• **Dataset extract**:

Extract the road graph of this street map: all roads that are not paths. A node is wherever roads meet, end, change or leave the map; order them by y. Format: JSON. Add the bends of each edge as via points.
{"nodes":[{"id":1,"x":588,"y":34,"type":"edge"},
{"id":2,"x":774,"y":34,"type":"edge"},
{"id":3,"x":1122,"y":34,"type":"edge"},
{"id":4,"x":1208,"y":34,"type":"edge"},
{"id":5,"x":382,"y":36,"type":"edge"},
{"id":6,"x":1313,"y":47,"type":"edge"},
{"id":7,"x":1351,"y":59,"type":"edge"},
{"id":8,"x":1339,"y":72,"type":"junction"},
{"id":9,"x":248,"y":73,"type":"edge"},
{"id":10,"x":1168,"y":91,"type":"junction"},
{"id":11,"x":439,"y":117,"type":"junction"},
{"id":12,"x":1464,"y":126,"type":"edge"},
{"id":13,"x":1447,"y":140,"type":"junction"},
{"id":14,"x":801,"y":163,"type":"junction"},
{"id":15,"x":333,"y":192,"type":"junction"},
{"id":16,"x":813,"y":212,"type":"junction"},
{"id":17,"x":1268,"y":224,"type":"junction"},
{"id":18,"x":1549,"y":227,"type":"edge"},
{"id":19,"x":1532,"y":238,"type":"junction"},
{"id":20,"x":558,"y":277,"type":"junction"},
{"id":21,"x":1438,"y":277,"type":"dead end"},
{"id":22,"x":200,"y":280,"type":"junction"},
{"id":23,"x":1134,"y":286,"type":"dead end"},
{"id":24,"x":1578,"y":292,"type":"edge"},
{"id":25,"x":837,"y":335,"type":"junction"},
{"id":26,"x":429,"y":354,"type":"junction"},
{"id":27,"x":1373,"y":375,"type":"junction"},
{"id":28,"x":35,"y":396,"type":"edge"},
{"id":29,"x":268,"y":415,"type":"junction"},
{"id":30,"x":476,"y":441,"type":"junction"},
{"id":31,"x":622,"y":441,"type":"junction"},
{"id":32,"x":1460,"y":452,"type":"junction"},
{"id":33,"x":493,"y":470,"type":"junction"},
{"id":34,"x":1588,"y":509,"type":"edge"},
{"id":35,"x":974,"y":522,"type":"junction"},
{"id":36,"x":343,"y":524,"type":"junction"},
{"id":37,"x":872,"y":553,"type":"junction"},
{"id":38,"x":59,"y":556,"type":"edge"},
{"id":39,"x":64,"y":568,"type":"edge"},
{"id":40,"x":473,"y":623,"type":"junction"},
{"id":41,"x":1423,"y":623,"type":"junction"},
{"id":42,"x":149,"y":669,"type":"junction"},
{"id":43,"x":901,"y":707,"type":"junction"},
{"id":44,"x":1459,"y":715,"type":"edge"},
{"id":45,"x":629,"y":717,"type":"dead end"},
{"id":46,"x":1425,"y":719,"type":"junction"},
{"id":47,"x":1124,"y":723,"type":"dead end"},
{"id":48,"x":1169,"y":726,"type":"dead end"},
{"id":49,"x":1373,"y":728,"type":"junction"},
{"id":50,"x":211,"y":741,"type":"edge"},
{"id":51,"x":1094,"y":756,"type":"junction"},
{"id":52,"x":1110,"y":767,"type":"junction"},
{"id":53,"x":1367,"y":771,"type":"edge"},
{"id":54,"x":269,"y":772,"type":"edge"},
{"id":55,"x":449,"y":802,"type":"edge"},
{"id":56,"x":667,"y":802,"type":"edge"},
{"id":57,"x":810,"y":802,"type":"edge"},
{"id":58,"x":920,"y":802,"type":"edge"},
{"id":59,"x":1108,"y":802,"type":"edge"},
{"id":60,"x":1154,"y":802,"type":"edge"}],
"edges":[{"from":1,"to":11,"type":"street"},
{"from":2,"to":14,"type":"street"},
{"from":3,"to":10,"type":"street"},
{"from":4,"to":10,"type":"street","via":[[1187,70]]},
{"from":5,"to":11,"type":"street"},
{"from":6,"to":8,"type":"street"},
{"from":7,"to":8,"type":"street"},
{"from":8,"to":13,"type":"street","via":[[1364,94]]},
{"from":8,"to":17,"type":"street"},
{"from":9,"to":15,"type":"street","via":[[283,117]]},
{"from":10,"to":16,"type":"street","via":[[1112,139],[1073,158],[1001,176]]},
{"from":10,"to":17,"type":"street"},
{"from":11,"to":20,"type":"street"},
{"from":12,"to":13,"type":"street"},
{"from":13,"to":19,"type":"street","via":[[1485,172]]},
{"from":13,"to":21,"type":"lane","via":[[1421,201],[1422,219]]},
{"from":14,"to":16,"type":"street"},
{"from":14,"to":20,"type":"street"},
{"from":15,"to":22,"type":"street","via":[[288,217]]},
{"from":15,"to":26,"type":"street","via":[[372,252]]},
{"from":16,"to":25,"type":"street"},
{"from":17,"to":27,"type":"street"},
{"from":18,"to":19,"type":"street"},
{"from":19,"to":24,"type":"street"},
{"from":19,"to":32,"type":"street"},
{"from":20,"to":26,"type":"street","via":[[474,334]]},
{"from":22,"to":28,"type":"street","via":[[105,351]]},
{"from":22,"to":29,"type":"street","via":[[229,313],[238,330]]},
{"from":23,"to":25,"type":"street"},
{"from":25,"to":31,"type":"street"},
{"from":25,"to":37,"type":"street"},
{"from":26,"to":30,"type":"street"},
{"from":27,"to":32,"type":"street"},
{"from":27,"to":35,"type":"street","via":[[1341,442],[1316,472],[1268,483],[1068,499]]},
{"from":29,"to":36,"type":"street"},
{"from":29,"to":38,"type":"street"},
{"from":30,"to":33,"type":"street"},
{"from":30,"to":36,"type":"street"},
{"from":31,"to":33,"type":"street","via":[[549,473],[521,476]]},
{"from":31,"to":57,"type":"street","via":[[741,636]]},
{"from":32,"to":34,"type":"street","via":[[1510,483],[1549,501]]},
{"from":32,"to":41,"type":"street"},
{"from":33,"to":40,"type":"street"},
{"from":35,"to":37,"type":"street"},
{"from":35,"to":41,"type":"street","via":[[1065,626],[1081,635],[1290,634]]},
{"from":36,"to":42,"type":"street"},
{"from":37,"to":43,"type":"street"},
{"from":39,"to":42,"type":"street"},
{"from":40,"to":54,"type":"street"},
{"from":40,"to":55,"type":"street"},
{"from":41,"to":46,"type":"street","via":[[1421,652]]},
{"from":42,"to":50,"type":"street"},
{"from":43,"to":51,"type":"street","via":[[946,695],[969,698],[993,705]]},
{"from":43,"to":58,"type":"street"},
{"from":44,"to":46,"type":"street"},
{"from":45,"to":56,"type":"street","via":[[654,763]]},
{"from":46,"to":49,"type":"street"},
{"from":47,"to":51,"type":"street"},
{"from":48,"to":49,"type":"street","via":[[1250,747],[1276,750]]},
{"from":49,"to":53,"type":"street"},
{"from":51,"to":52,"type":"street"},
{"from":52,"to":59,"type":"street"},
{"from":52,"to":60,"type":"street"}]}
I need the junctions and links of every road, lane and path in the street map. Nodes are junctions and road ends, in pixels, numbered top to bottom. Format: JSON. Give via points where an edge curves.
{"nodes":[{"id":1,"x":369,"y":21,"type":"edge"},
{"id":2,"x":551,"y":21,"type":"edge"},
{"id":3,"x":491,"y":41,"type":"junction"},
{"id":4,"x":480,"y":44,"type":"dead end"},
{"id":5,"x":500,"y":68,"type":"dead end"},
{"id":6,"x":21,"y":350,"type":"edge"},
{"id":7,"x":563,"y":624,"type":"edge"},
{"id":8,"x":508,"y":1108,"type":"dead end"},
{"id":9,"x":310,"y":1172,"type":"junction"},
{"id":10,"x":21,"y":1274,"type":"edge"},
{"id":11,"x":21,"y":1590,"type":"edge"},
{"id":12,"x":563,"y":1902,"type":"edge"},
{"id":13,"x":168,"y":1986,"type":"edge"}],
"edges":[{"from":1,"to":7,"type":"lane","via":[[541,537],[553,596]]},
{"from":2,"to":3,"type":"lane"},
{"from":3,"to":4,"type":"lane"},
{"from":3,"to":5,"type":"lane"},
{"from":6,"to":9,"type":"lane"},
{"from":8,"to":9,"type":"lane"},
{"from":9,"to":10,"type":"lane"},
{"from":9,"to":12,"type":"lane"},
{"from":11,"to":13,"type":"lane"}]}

• **Exercise goal**:
Count every line of the entries that includes "Format", and say the number alone.

• **Exercise result**:
2